- _About this task_
In your copy, set down the entries exactly and exclude the pictures.

- _Stored data_
+ + + + +
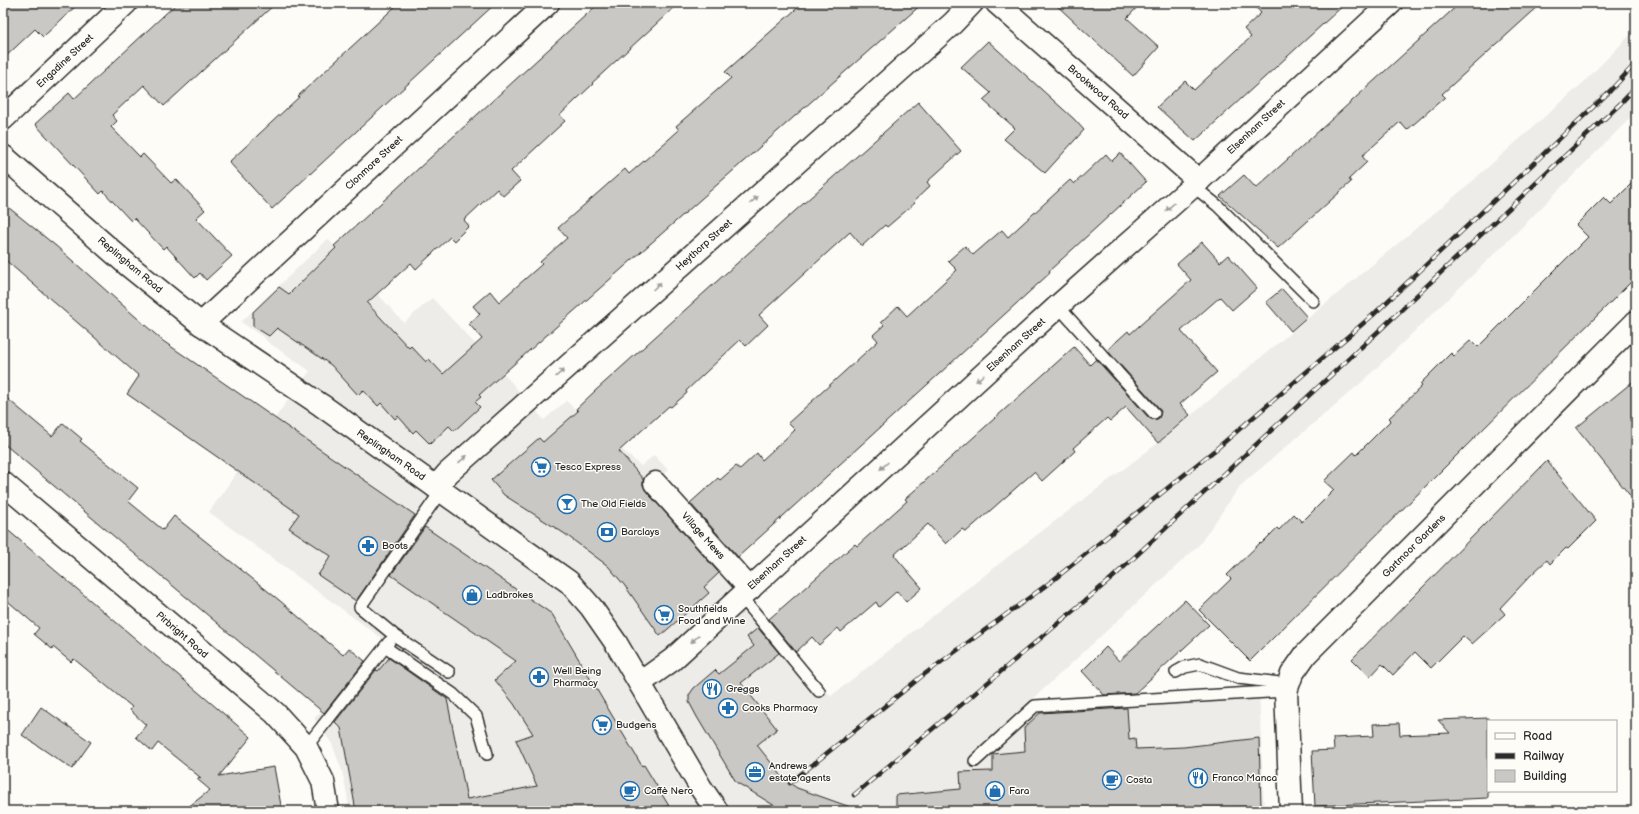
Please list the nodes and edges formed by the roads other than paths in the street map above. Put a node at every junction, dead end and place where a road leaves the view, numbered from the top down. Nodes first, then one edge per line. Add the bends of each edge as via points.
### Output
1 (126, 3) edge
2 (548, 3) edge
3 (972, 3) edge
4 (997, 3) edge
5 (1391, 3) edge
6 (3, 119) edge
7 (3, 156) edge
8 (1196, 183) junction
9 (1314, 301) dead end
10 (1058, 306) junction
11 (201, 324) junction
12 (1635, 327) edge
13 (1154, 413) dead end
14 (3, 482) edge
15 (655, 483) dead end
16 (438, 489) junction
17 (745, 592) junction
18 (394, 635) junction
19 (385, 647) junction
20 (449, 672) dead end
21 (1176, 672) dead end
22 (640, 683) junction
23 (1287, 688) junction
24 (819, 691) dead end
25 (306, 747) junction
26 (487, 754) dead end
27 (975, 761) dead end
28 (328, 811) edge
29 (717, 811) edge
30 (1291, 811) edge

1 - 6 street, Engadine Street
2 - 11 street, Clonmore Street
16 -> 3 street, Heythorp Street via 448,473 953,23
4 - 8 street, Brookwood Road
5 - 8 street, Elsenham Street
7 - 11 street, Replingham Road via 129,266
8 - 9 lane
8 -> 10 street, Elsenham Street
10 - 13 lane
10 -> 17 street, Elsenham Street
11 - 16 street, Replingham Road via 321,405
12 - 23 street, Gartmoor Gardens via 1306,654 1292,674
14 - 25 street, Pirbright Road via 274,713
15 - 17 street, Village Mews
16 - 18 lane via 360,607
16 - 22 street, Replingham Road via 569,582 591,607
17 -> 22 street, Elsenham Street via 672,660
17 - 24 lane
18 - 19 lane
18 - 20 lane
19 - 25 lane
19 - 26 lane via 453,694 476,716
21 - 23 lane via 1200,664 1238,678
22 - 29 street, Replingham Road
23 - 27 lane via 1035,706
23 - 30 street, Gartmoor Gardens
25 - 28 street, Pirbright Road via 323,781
+ + + + +
- _Solution for this task_
Please list the nodes and edges formed by the roads other than paths in the street map above. Put a node at every junction, dead end and place where a road leaves the view, numbered from the top down. Nodes first, then one edge per line. Add the bends of each edge as via points.
### Output
1 (126, 3) edge
2 (548, 3) edge
3 (972, 3) edge
4 (997, 3) edge
5 (1391, 3) edge
6 (3, 119) edge
7 (3, 156) edge
8 (1196, 183) junction
9 (1314, 301) dead end
10 (1058, 306) junction
11 (201, 324) junction
12 (1635, 327) edge
13 (1154, 413) dead end
14 (3, 482) edge
15 (655, 483) dead end
16 (438, 489) junction
17 (745, 592) junction
18 (394, 635) junction
19 (385, 647) junction
20 (449, 672) dead end
21 (1176, 672) dead end
22 (640, 683) junction
23 (1287, 688) junction
24 (819, 691) dead end
25 (306, 747) junction
26 (487, 754) dead end
27 (975, 761) dead end
28 (328, 811) edge
29 (717, 811) edge
30 (1291, 811) edge

1 - 6 street, Engadine Street
2 - 11 street, Clonmore Street
16 -> 3 street, Heythorp Street via 448,473 953,23
4 - 8 street, Brookwood Road
5 - 8 street, Elsenham Street
7 - 11 street, Replingham Road via 129,266
8 - 9 lane
8 -> 10 street, Elsenham Street
10 - 13 lane
10 -> 17 street, Elsenham Street
11 - 16 street, Replingham Road via 321,405
12 - 23 street, Gartmoor Gardens via 1306,654 1292,674
14 - 25 street, Pirbright Road via 274,713
15 - 17 street, Village Mews
16 - 18 lane via 360,607
16 - 22 street, Replingham Road via 569,582 591,607
17 -> 22 street, Elsenham Street via 672,660
17 - 24 lane
18 - 19 lane
18 - 20 lane
19 - 25 lane
19 - 26 lane via 453,694 476,716
21 - 23 lane via 1200,664 1238,678
22 - 29 street, Replingham Road
23 - 27 lane via 1035,706
23 - 30 street, Gartmoor Gardens
25 - 28 street, Pirbright Road via 323,781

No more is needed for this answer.